• _What you are asked to do_: All records are to be reproduced verbatim, with images omitted.

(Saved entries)

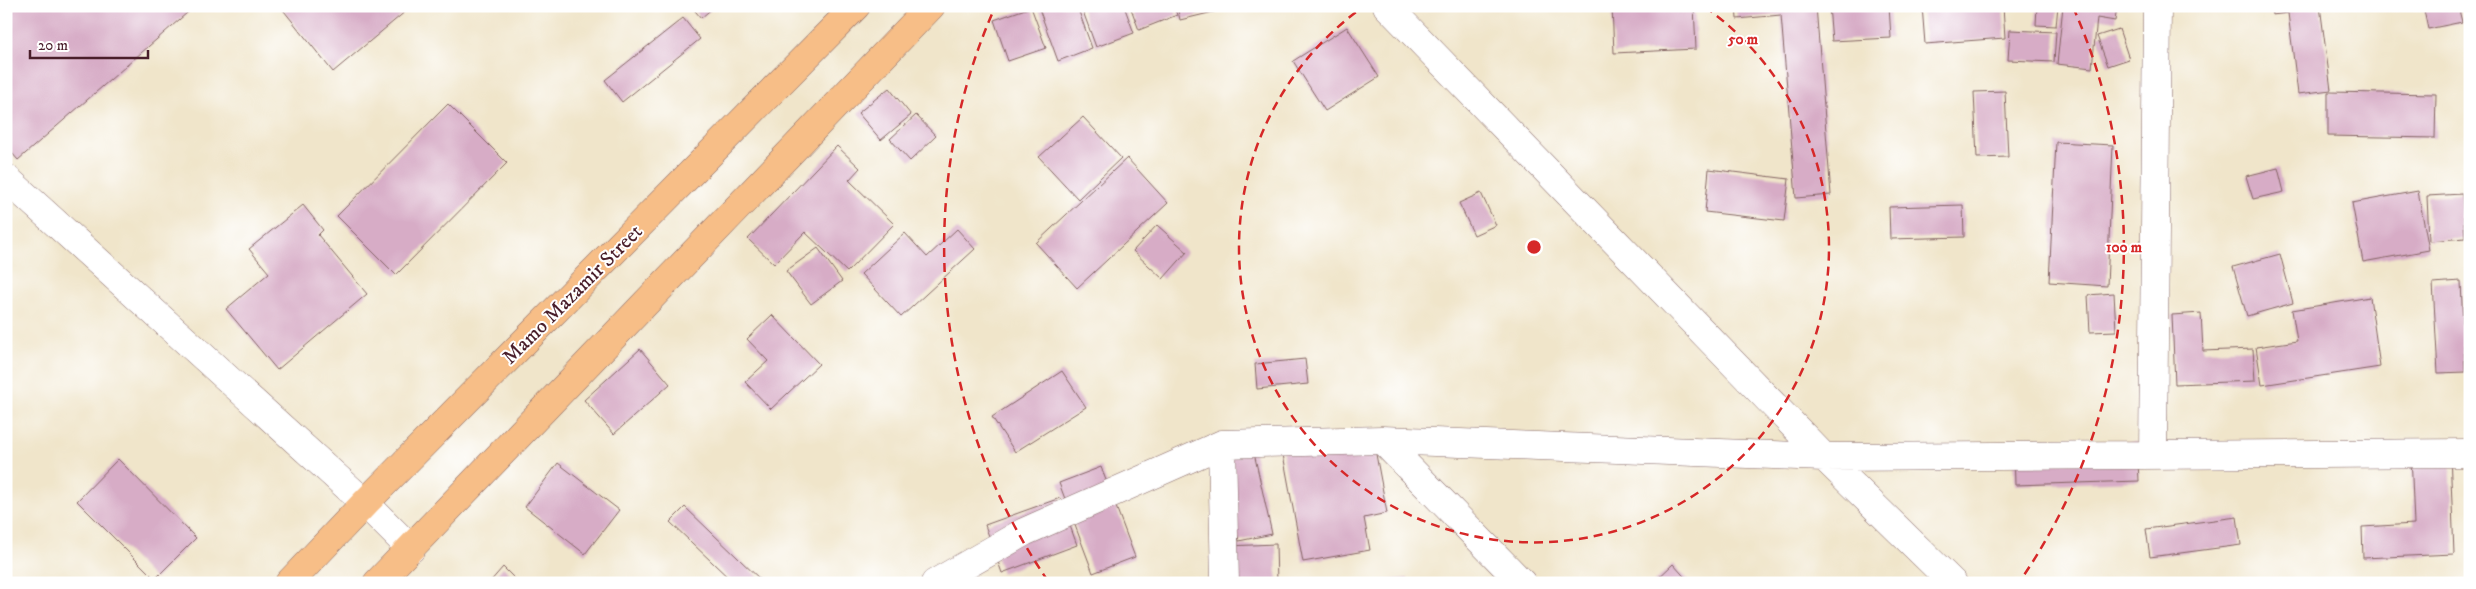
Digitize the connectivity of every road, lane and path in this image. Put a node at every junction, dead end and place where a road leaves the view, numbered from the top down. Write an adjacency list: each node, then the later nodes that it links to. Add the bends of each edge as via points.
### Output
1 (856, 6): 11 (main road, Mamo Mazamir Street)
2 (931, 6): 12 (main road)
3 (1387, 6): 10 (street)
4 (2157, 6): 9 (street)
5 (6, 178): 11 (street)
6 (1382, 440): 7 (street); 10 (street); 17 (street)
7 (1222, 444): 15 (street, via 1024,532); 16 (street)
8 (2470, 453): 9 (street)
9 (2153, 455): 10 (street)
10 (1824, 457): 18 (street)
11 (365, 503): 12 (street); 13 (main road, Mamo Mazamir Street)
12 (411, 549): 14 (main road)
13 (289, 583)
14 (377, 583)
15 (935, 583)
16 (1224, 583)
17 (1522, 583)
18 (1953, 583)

• _Response_:
Digitize the connectivity of every road, lane and path in this image. Put a node at every junction, dead end and place where a road leaves the view, numbered from the top down. Write an adjacency list: each node, then the later nodes that it links to. Add the bends of each edge as via points.
### Output
1 (856, 6): 11 (main road, Mamo Mazamir Street)
2 (931, 6): 12 (main road)
3 (1387, 6): 10 (street)
4 (2157, 6): 9 (street)
5 (6, 178): 11 (street)
6 (1382, 440): 7 (street); 10 (street); 17 (street)
7 (1222, 444): 15 (street, via 1024,532); 16 (street)
8 (2470, 453): 9 (street)
9 (2153, 455): 10 (street)
10 (1824, 457): 18 (street)
11 (365, 503): 12 (street); 13 (main road, Mamo Mazamir Street)
12 (411, 549): 14 (main road)
13 (289, 583)
14 (377, 583)
15 (935, 583)
16 (1224, 583)
17 (1522, 583)
18 (1953, 583)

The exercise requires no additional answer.